Exercise prompt: Look through the records, and wherever the string "leaves" turns up, copy out that line.

Extracted data:
——————————
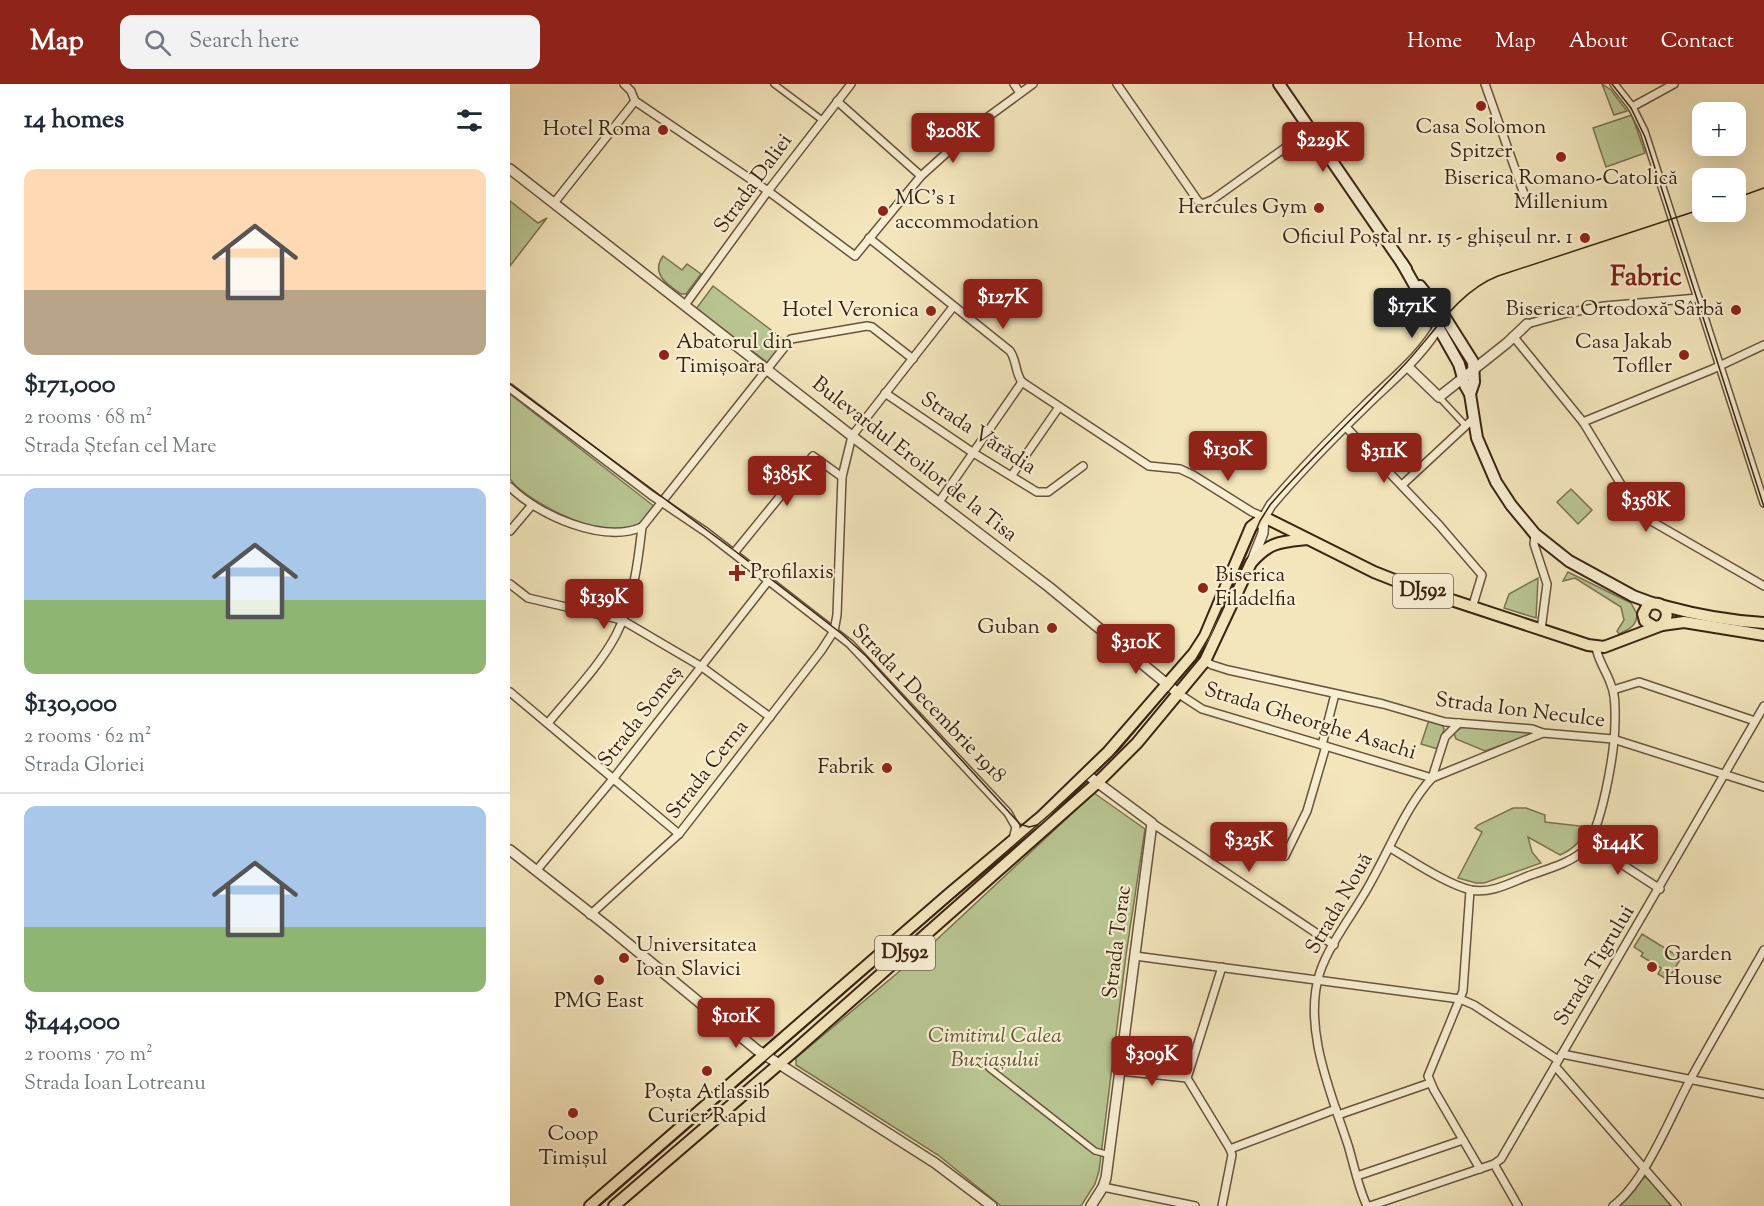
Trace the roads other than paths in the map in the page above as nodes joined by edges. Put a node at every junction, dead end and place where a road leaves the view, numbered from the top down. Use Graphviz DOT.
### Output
——————————
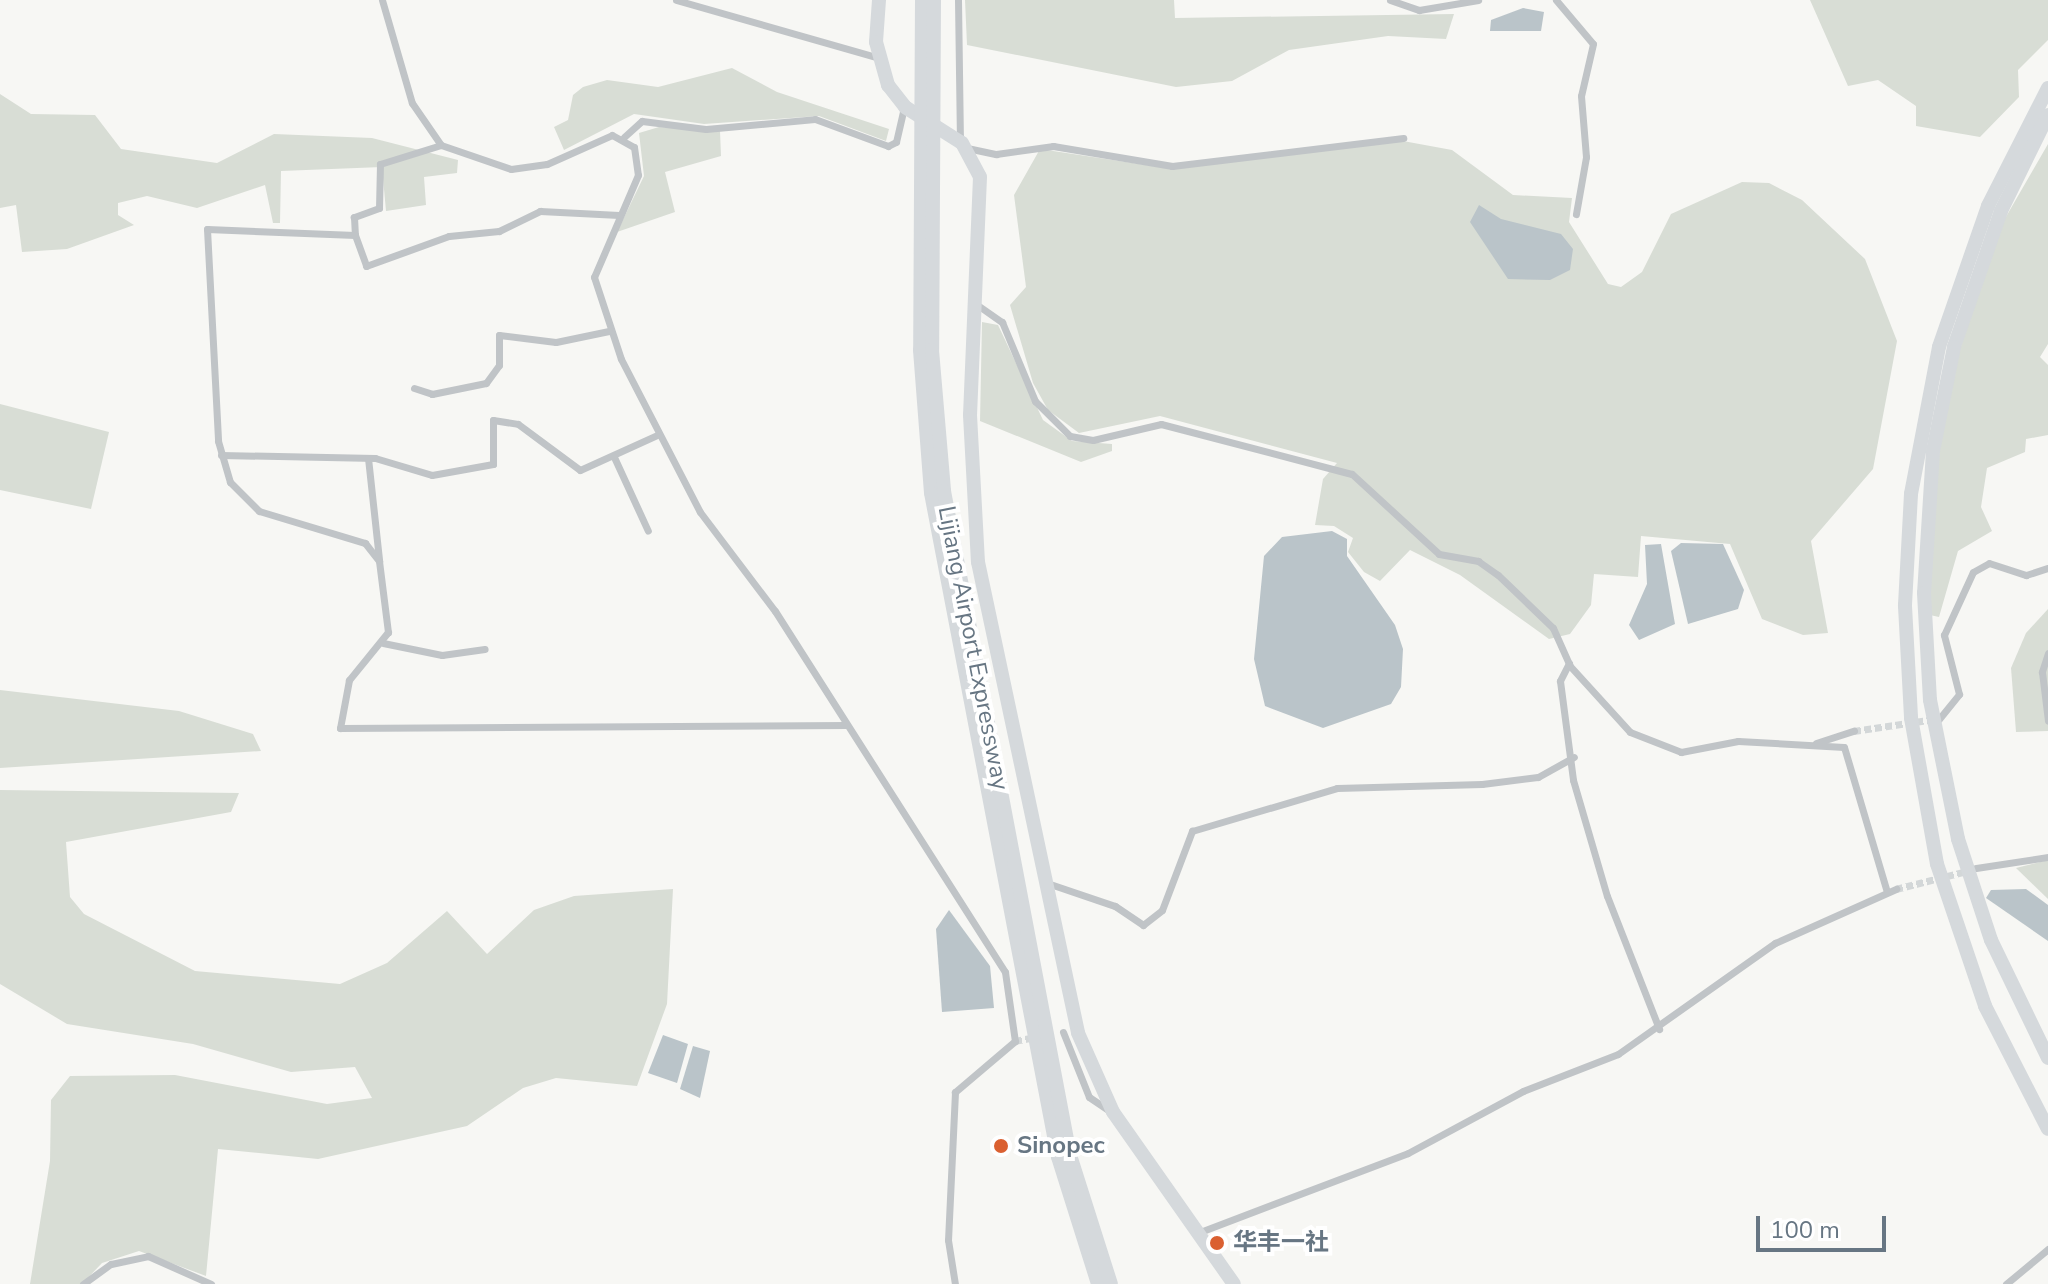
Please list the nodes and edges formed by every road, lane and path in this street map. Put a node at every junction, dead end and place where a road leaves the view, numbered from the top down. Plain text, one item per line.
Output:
——————————
Exercise response:
Trace the roads other than paths in the map in the page above as nodes joined by edges. Put a node at every junction, dead end and place where a road leaves the view, numbered from the top down. Use Graphviz DOT.
Please list the nodes and edges formed by every road, lane and path in this street map. Put a node at every junction, dead end and place where a road leaves the view, numbered from the top down. Plain text, one item per line.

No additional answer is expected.